At our church, Prince of Peace Lutheran in Springfield, Virginia, we had many families who were in the military. The Sunday after 9-11, one member, Air Force Major Charles Koehler, talked to the congregation about how justice would come for those who had carried out the attacks, but how the attacks particularly had focused in him a strong sense of mission to help people.

“This is the mission Jesus Christ has given us – to work, pray, take care of the poor, visit those in prison, help widows and orphans,” Koehler said. “I don’t anticipate looking at life the same way again. I want a sense of normalcy, but I don’t want to lose that sense of doing good things to help those who need it.”

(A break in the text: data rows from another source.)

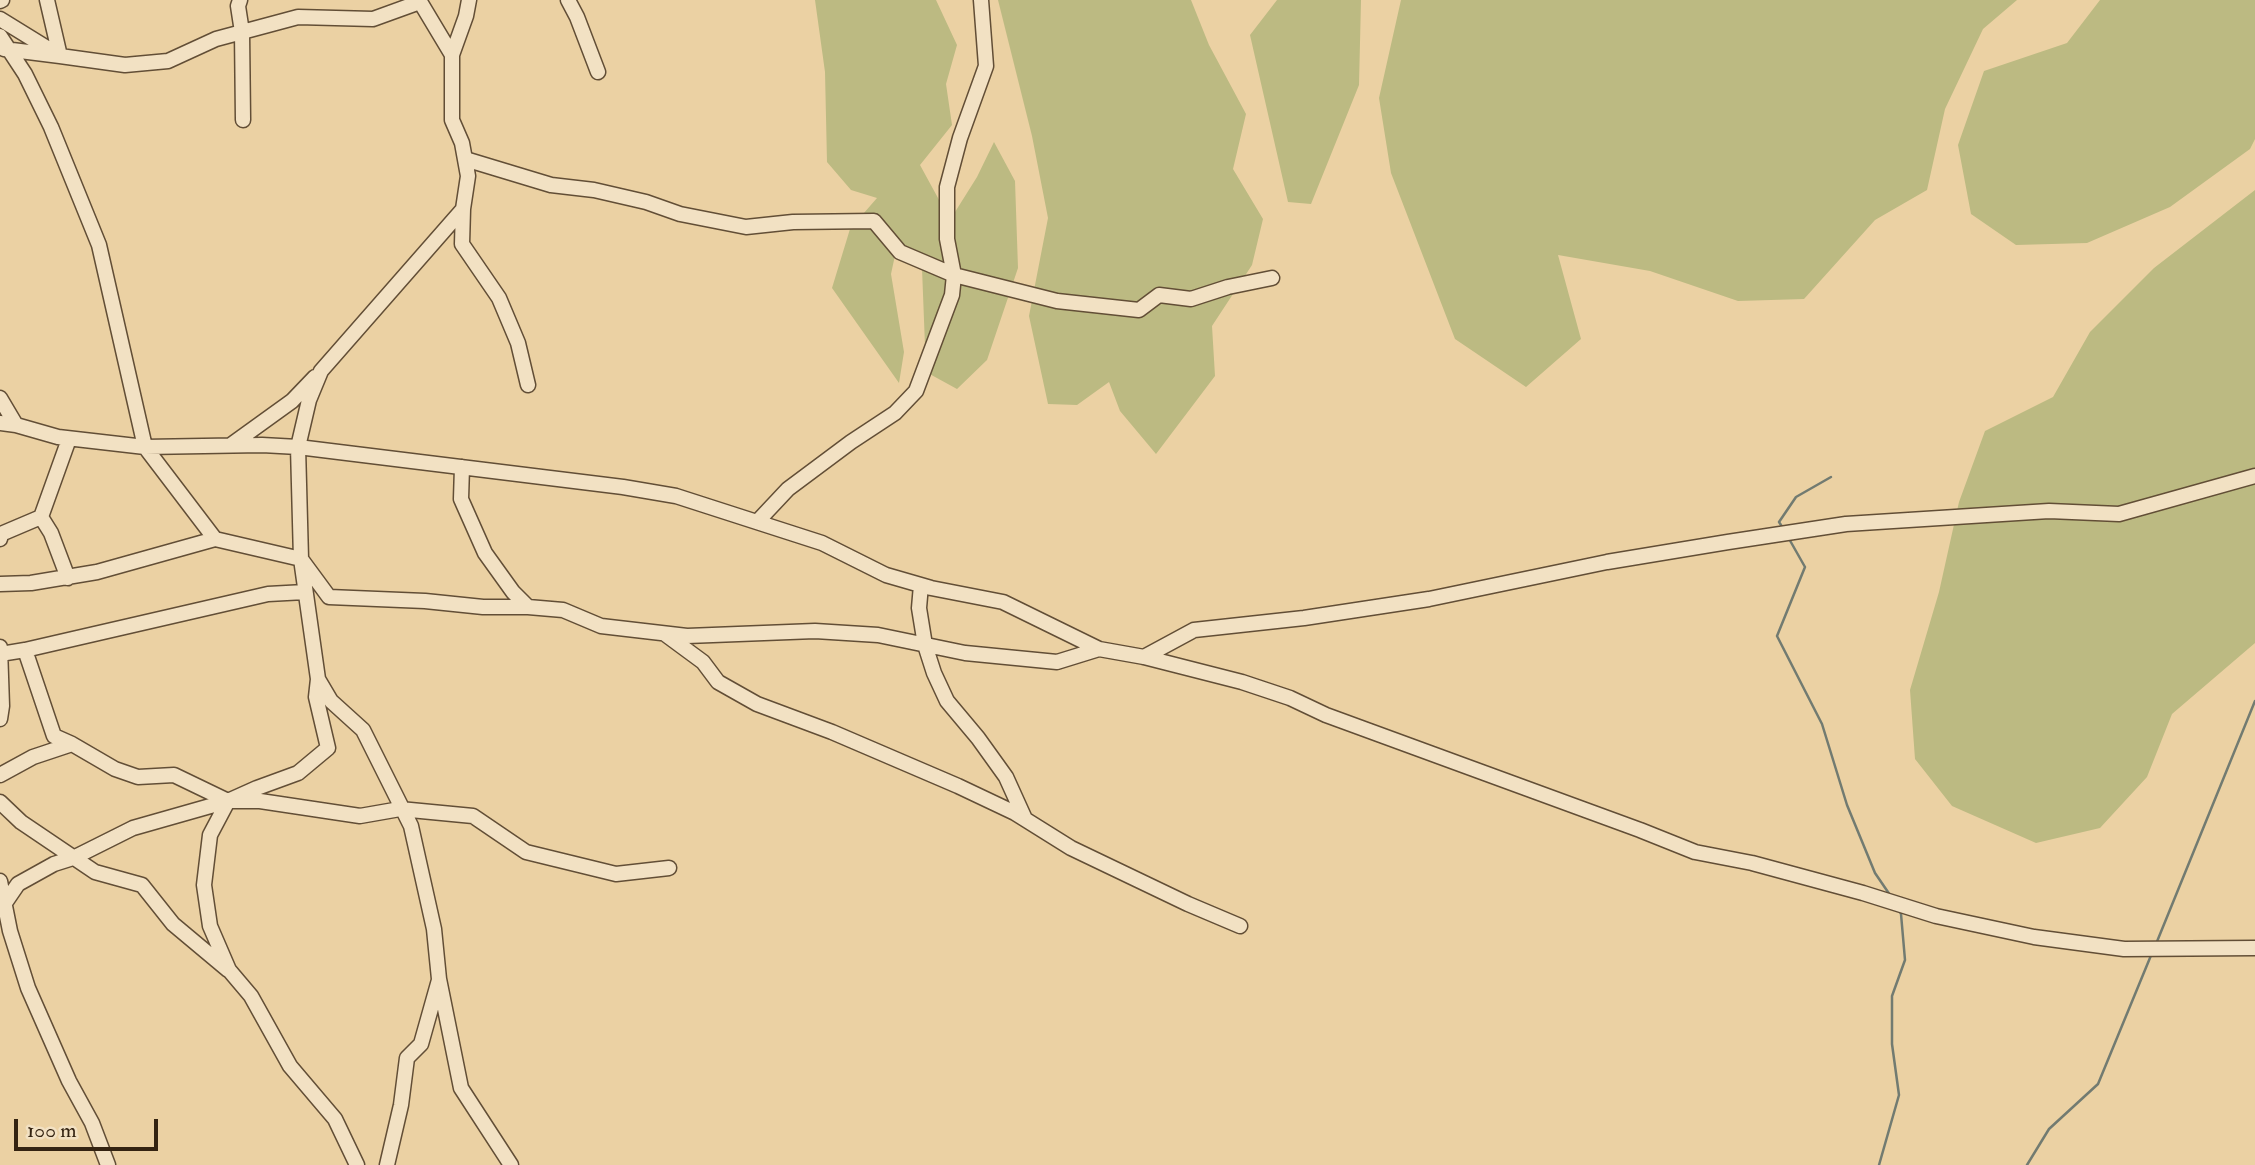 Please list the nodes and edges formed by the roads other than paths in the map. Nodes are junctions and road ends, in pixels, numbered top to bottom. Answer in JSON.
{"nodes":[{"id":1,"x":47,"y":0,"type":"edge"},
{"id":2,"x":240,"y":0,"type":"edge"},
{"id":3,"x":469,"y":0,"type":"edge"},
{"id":4,"x":568,"y":0,"type":"edge"},
{"id":5,"x":982,"y":0,"type":"edge"},
{"id":6,"x":420,"y":1,"type":"edge"},
{"id":7,"x":0,"y":19,"type":"edge"},
{"id":8,"x":242,"y":32,"type":"junction"},
{"id":9,"x":2,"y":45,"type":"edge"},
{"id":10,"x":452,"y":55,"type":"junction"},
{"id":11,"x":60,"y":56,"type":"junction"},
{"id":12,"x":598,"y":72,"type":"dead end"},
{"id":13,"x":243,"y":120,"type":"dead end"},
{"id":14,"x":465,"y":159,"type":"junction"},
{"id":15,"x":463,"y":209,"type":"junction"},
{"id":16,"x":954,"y":275,"type":"junction"},
{"id":17,"x":1272,"y":278,"type":"dead end"},
{"id":18,"x":321,"y":371,"type":"junction"},
{"id":19,"x":528,"y":386,"type":"dead end"},
{"id":20,"x":0,"y":398,"type":"edge"},
{"id":21,"x":5,"y":423,"type":"edge"},
{"id":22,"x":69,"y":439,"type":"junction"},
{"id":23,"x":231,"y":446,"type":"junction"},
{"id":24,"x":145,"y":447,"type":"junction"},
{"id":25,"x":298,"y":447,"type":"junction"},
{"id":26,"x":461,"y":467,"type":"junction"},
{"id":27,"x":2255,"y":476,"type":"edge"},
{"id":28,"x":41,"y":517,"type":"junction"},
{"id":29,"x":757,"y":522,"type":"junction"},
{"id":30,"x":0,"y":538,"type":"edge"},
{"id":31,"x":215,"y":539,"type":"junction"},
{"id":32,"x":301,"y":559,"type":"junction"},
{"id":33,"x":68,"y":578,"type":"junction"},
{"id":34,"x":0,"y":584,"type":"edge"},
{"id":35,"x":921,"y":585,"type":"junction"},
{"id":36,"x":305,"y":592,"type":"junction"},
{"id":37,"x":528,"y":607,"type":"junction"},
{"id":38,"x":663,"y":633,"type":"junction"},
{"id":39,"x":925,"y":645,"type":"junction"},
{"id":40,"x":1099,"y":649,"type":"junction"},
{"id":41,"x":25,"y":650,"type":"junction"},
{"id":42,"x":1,"y":651,"type":"edge"},
{"id":43,"x":1144,"y":657,"type":"junction"},
{"id":44,"x":318,"y":679,"type":"junction"},
{"id":45,"x":0,"y":719,"type":"edge"},
{"id":46,"x":72,"y":744,"type":"junction"},
{"id":47,"x":0,"y":775,"type":"edge"},
{"id":48,"x":0,"y":802,"type":"edge"},
{"id":49,"x":228,"y":802,"type":"junction"},
{"id":50,"x":400,"y":809,"type":"junction"},
{"id":51,"x":1025,"y":819,"type":"junction"},
{"id":52,"x":73,"y":858,"type":"junction"},
{"id":53,"x":669,"y":868,"type":"dead end"},
{"id":54,"x":0,"y":881,"type":"edge"},
{"id":55,"x":5,"y":903,"type":"junction"},
{"id":56,"x":1240,"y":926,"type":"dead end"},
{"id":57,"x":10,"y":931,"type":"junction"},
{"id":58,"x":0,"y":947,"type":"edge"},
{"id":59,"x":2255,"y":948,"type":"edge"},
{"id":60,"x":229,"y":970,"type":"junction"},
{"id":61,"x":439,"y":979,"type":"junction"},
{"id":62,"x":108,"y":1165,"type":"edge"},
{"id":63,"x":357,"y":1165,"type":"edge"},
{"id":64,"x":387,"y":1165,"type":"edge"},
{"id":65,"x":511,"y":1165,"type":"edge"}],
"edges":[{"from":1,"to":11,"type":"street"},
{"from":2,"to":8,"type":"street"},
{"from":3,"to":10,"type":"street"},
{"from":4,"to":12,"type":"street"},
{"from":5,"to":16,"type":"street"},
{"from":6,"to":8,"type":"street"},
{"from":6,"to":10,"type":"street"},
{"from":7,"to":11,"type":"street"},
{"from":8,"to":11,"type":"street"},
{"from":8,"to":13,"type":"street"},
{"from":9,"to":11,"type":"street"},
{"from":9,"to":24,"type":"street"},
{"from":10,"to":14,"type":"street"},
{"from":14,"to":15,"type":"street"},
{"from":14,"to":16,"type":"street"},
{"from":15,"to":18,"type":"street"},
{"from":15,"to":19,"type":"street"},
{"from":16,"to":17,"type":"street"},
{"from":16,"to":29,"type":"street"},
{"from":18,"to":23,"type":"street"},
{"from":18,"to":25,"type":"street"},
{"from":20,"to":21,"type":"street"},
{"from":21,"to":22,"type":"street"},
{"from":22,"to":24,"type":"street"},
{"from":22,"to":28,"type":"street"},
{"from":23,"to":24,"type":"street"},
{"from":23,"to":25,"type":"street"},
{"from":24,"to":31,"type":"street"},
{"from":25,"to":26,"type":"street"},
{"from":25,"to":32,"type":"street"},
{"from":26,"to":29,"type":"street"},
{"from":26,"to":37,"type":"street"},
{"from":27,"to":43,"type":"street"},
{"from":28,"to":30,"type":"street"},
{"from":28,"to":33,"type":"street"},
{"from":29,"to":35,"type":"street"},
{"from":31,"to":32,"type":"street"},
{"from":31,"to":33,"type":"street"},
{"from":32,"to":36,"type":"street"},
{"from":32,"to":37,"type":"street"},
{"from":33,"to":34,"type":"street"},
{"from":35,"to":39,"type":"street"},
{"from":35,"to":40,"type":"street"},
{"from":36,"to":41,"type":"street"},
{"from":36,"to":44,"type":"street"},
{"from":37,"to":38,"type":"street"},
{"from":38,"to":39,"type":"street"},
{"from":38,"to":51,"type":"street"},
{"from":39,"to":40,"type":"street"},
{"from":39,"to":51,"type":"street"},
{"from":40,"to":43,"type":"street"},
{"from":41,"to":42,"type":"street"},
{"from":41,"to":46,"type":"street"},
{"from":42,"to":45,"type":"street"},
{"from":43,"to":59,"type":"street"},
{"from":44,"to":49,"type":"street"},
{"from":44,"to":50,"type":"street"},
{"from":46,"to":47,"type":"street"},
{"from":46,"to":49,"type":"street"},
{"from":48,"to":52,"type":"street"},
{"from":49,"to":50,"type":"street"},
{"from":49,"to":52,"type":"street"},
{"from":49,"to":60,"type":"street"},
{"from":50,"to":53,"type":"street"},
{"from":50,"to":61,"type":"street"},
{"from":51,"to":56,"type":"street"},
{"from":52,"to":55,"type":"street"},
{"from":52,"to":60,"type":"street"},
{"from":54,"to":55,"type":"street"},
{"from":55,"to":57,"type":"street"},
{"from":57,"to":58,"type":"street"},
{"from":57,"to":62,"type":"street"},
{"from":60,"to":63,"type":"street"},
{"from":61,"to":64,"type":"street"},
{"from":61,"to":65,"type":"street"}]}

I did not lose any friends or loved ones in the 9-11 attacks, and I can only try to imagine the pain felt by those who did. I have hoped and prayed that their faith, family and friends have helped them gain some comfort and peace.

Seward suffered its own tragedy a month after 9-11, with crash of a school bus carrying the Seward High School band. The crash killed three students and one adult, and injured 26 others. I also have hoped and prayed for peace and comfort for those who suffered the loss of family and friends in that tragedy.

Tragedies have a way of bringing us together in our deepest moments of need and shared grief. From my perspective, thinking about 9-11 nearly two decades later, and from my experiences during more than 40 years as a journalist, I get the feeling that we sometimes seem to have forgotten who we are as Americans. We forget our strengths and our blessings. We forget that historically we’ve been resilient and resourceful in the face of challenge, have been fair-minded, and have been compassionate to those in need. We forget that Americans who have different political views are not enemies but fellow citizens. We like to think of our nation as being exceptional. But we need to remember to look at all sides of issues, to sit down and work together to discuss our common problems and come up with workable solutions, and to pitch in to help people when they need it.

Seventeen years ago, 9-11 tested us and brought out our best qualities as Americans. The challenge now and in the future is to pull together without needing a tragedy to remind us that we still have that ability, if we choose to use it.

Tobin

Tobin Beck is an assistant professor of global studies and journalism at Concordia University. Ellen Beck is the faculty adviser to The Sower.